Basically, researchers watched electrical polarizations in the brain in areas associated with motor control, and then were able to predict what subjects would do up to ten seconds before they acted.

And then they raised big-picture questions about the nature of volition and free-will.

In some of the early work, volunteers were asked to record when they felt the impulse to move, and that was compared with the polarization in the brain.

This work seems misinterpreted today because it is not clear how the volunteers reported the timing of their intent to move. This was tenths of a second after the electrical polarization of the brain, and pretty hard to make a big deal about. In other words, the self-reporting muddled the results.

Newer work with better instruments seem to show that thinking about an action can cause the brain to fire neurons as if it is acting. This muddles the interpretation of the 1980's era study. Secondly there seem to be multiple decision making centers in the brain that interact. Motor movement is initiated in the front of the brain (where the higher level thought is), and moves to the back.

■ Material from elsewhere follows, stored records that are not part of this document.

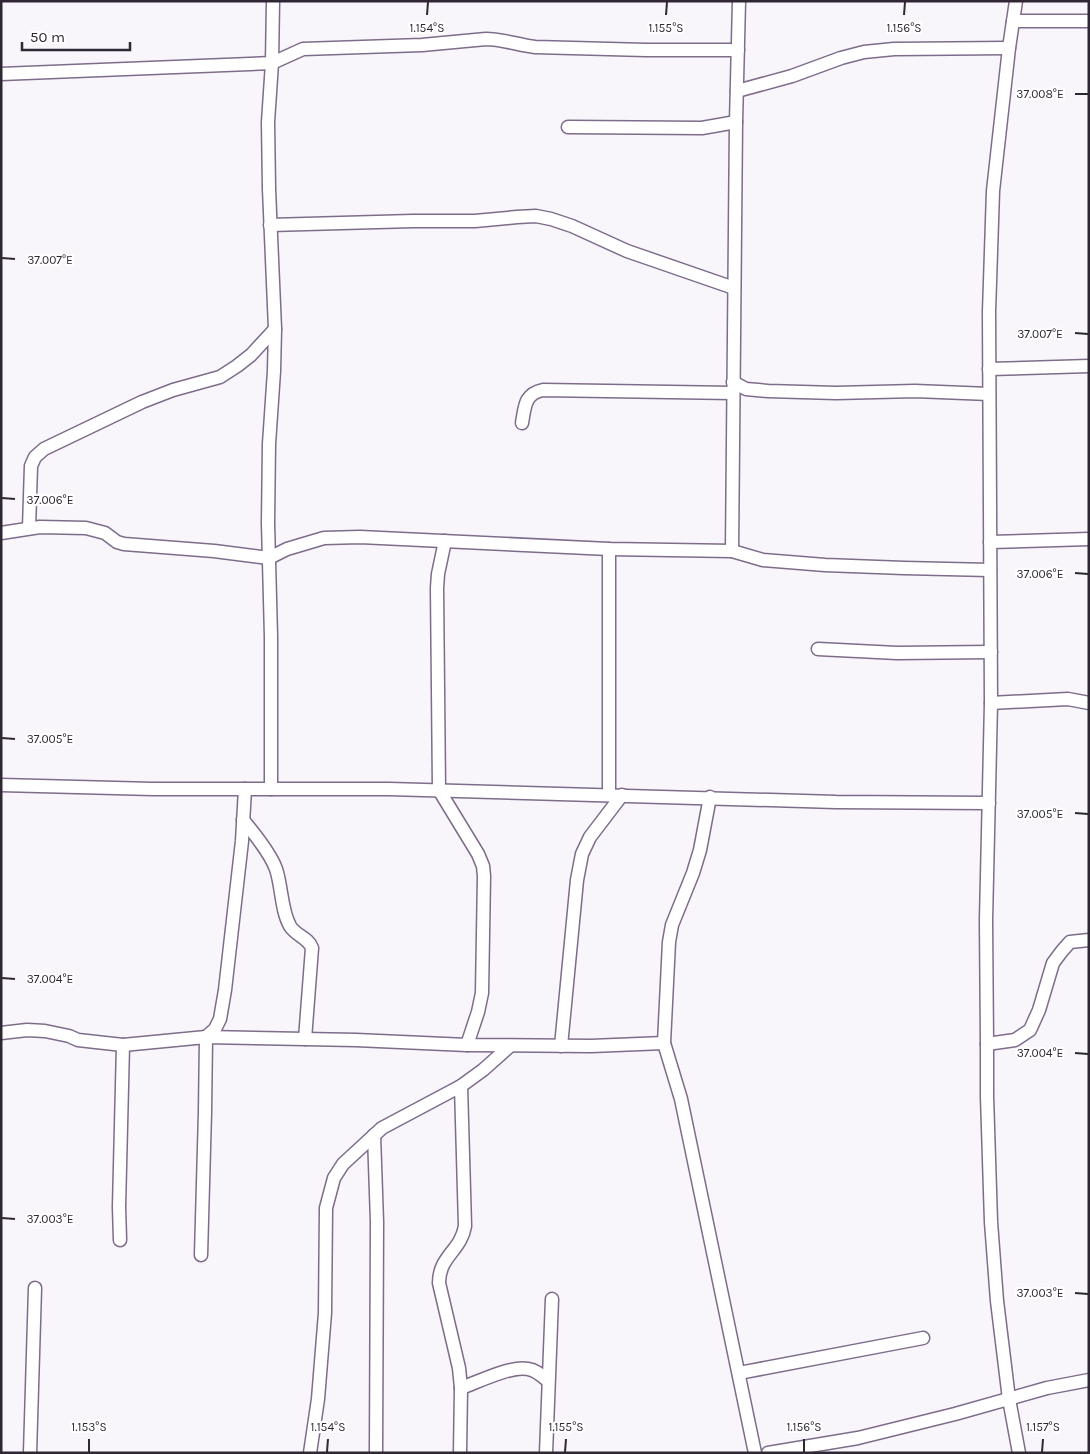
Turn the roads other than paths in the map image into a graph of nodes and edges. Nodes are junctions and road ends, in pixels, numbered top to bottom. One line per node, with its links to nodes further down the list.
1 (272, 1): 8 (street)
2 (739, 1): 7 (street)
3 (1016, 1): 4 (street)
4 (1013, 21): 5 (street); 6 (street)
5 (1089, 21)
6 (1009, 48): 10 (street); 17 (street)
7 (738, 50): 8 (street); 10 (street)
8 (272, 63): 9 (street); 13 (street)
9 (1, 74)
10 (737, 91): 11 (street)
11 (736, 122): 12 (street); 14 (street)
12 (568, 127)
13 (270, 225): 14 (street); 15 (street)
14 (734, 288): 18 (street)
15 (275, 329): 21 (street); 28 (street)
16 (1089, 366): 17 (street)
17 (989, 369): 19 (street)
18 (733, 388): 19 (street); 20 (street); 27 (street)
19 (989, 394): 25 (street)
20 (522, 423)
21 (28, 528): 22 (street); 28 (street)
22 (1, 533)
23 (1089, 539): 25 (street)
24 (445, 541): 26 (street); 28 (street); 37 (street)
25 (990, 542): 29 (street)
26 (609, 549): 27 (street); 38 (street)
27 (732, 551): 29 (street)
28 (269, 558): 36 (street)
29 (990, 570): 31 (street)
30 (818, 649): 31 (street)
31 (991, 652): 33 (street)
32 (1089, 703): 33 (street)
33 (991, 704): 40 (street)
34 (1, 785): 35 (street)
35 (244, 789): 36 (street); 41 (street)
36 (271, 789): 37 (street)
37 (439, 790): 38 (street); 49 (street)
38 (615, 795): 39 (street); 51 (street)
39 (710, 797): 40 (street); 46 (street)
40 (989, 803): 48 (street)
41 (243, 820): 44 (street); 45 (street)
42 (1089, 940): 48 (street)
43 (1, 1033): 47 (street)
44 (206, 1037): 45 (street); 47 (street); 55 (street)
45 (305, 1039): 49 (street)
46 (664, 1043): 51 (street); 59 (street)
47 (122, 1044): 54 (street)
48 (986, 1044): 63 (street)
49 (467, 1045): 50 (street)
50 (510, 1046): 51 (street); 52 (street)
51 (561, 1046)
52 (461, 1086): 53 (street); 62 (street)
53 (374, 1135): 65 (street); 66 (street)
54 (120, 1240)
55 (201, 1255)
56 (34, 1288): 64 (street)
57 (552, 1299): 61 (street)
58 (923, 1338): 59 (street)
59 (739, 1373): 69 (street)
60 (1089, 1380): 63 (street)
61 (548, 1381): 62 (street); 68 (street)
62 (462, 1388): 67 (street)
63 (1009, 1399): 70 (street); 71 (street)
64 (30, 1453)
65 (310, 1453)
66 (376, 1453)
67 (460, 1453)
68 (546, 1453)
69 (755, 1453)
70 (768, 1453)
71 (1019, 1453)

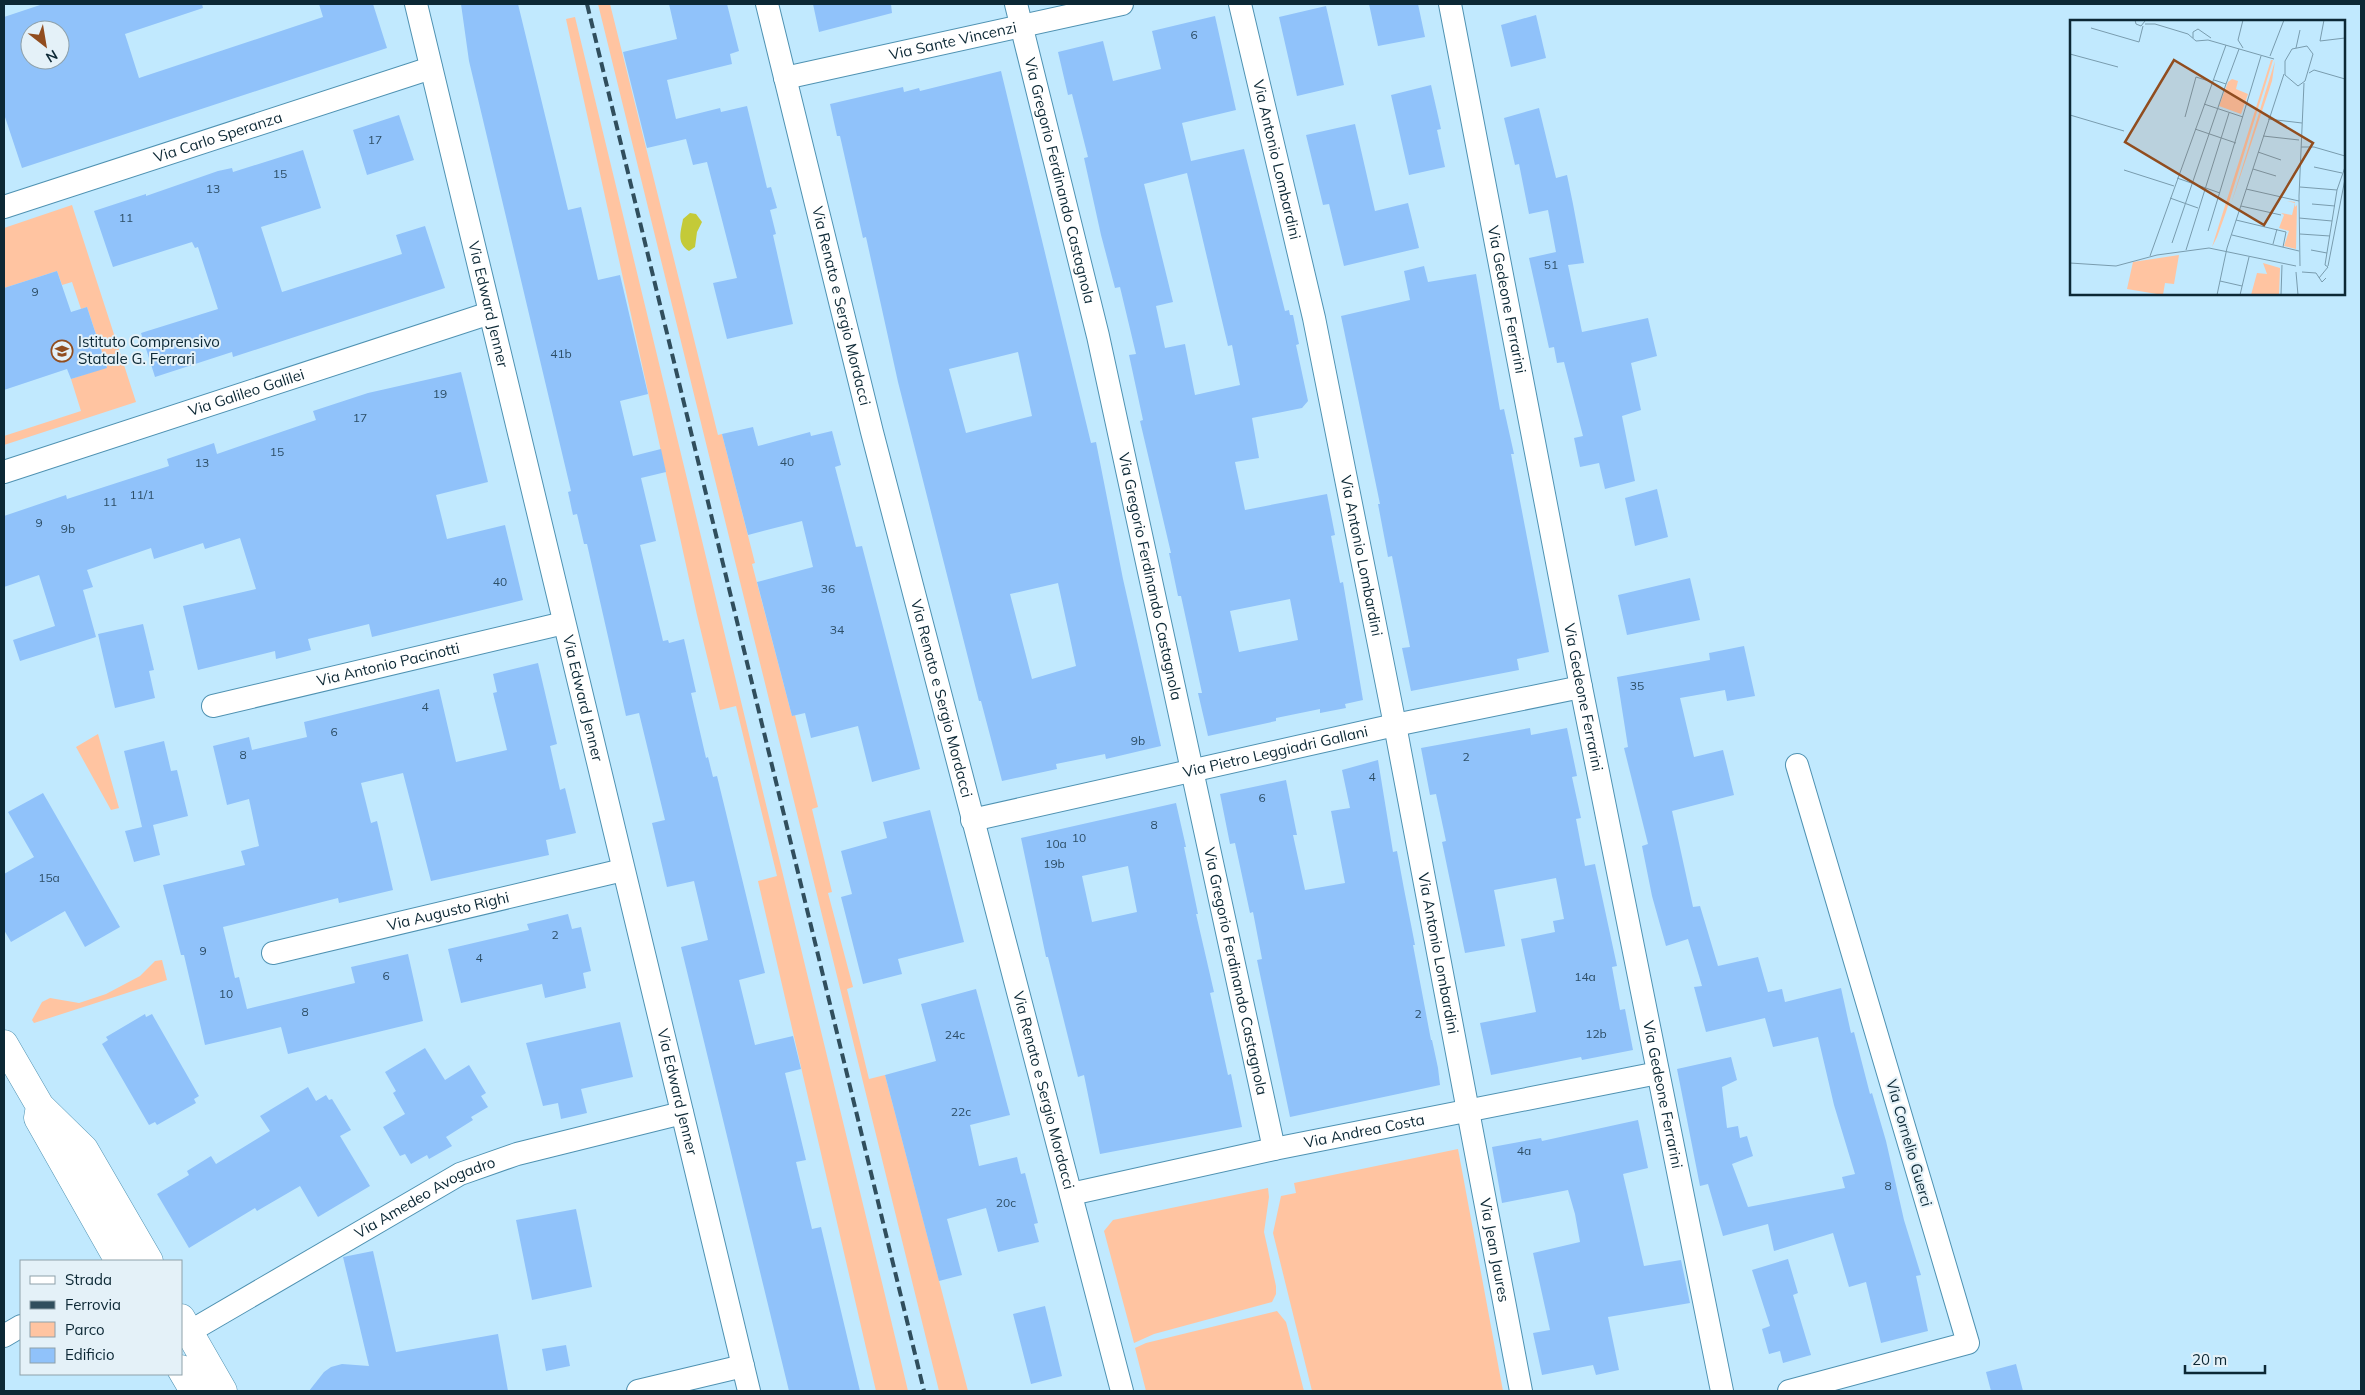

In regard to free-will, some behaviors are involuntary like yawning, coughing, and more significantly Tourette's Syndrome tics. Most people can control these things within limits. Of course people with schizophrenia don't believe they are in control of their bodies.

If a drummer is trying to play a fast rhythm, the hands are controlled in a different way. Sometimes I wonder at how quickly my hands can type out a word that I am not quite sure that I can spell right.

People with "alien arm syndrome" are a special case. Strange as it seems, MRI work on people with "alien arm syndrome" seems to show an atypical pattern of brain activation prior to movement. In this case, people don't feel like they are controlling the arm, although their brain really is controlling it. The portion of the brain responsible for the arm is not interacting well with the rest of the brain.

There are limits to the control we have over our bodies, and some decision-making is "sub-conscious." In "normal" people, large strategic activities are under our control, but the details are fuzzy, and how the brain works is less deterministic than it seems.

My brain uses some kind of committee process to decide when to eat Cheese Nips. Sometimes, when my more diet conscious-brain parts leave the room, the rest of my mental committee votes to eat Cheese Nips, or used to.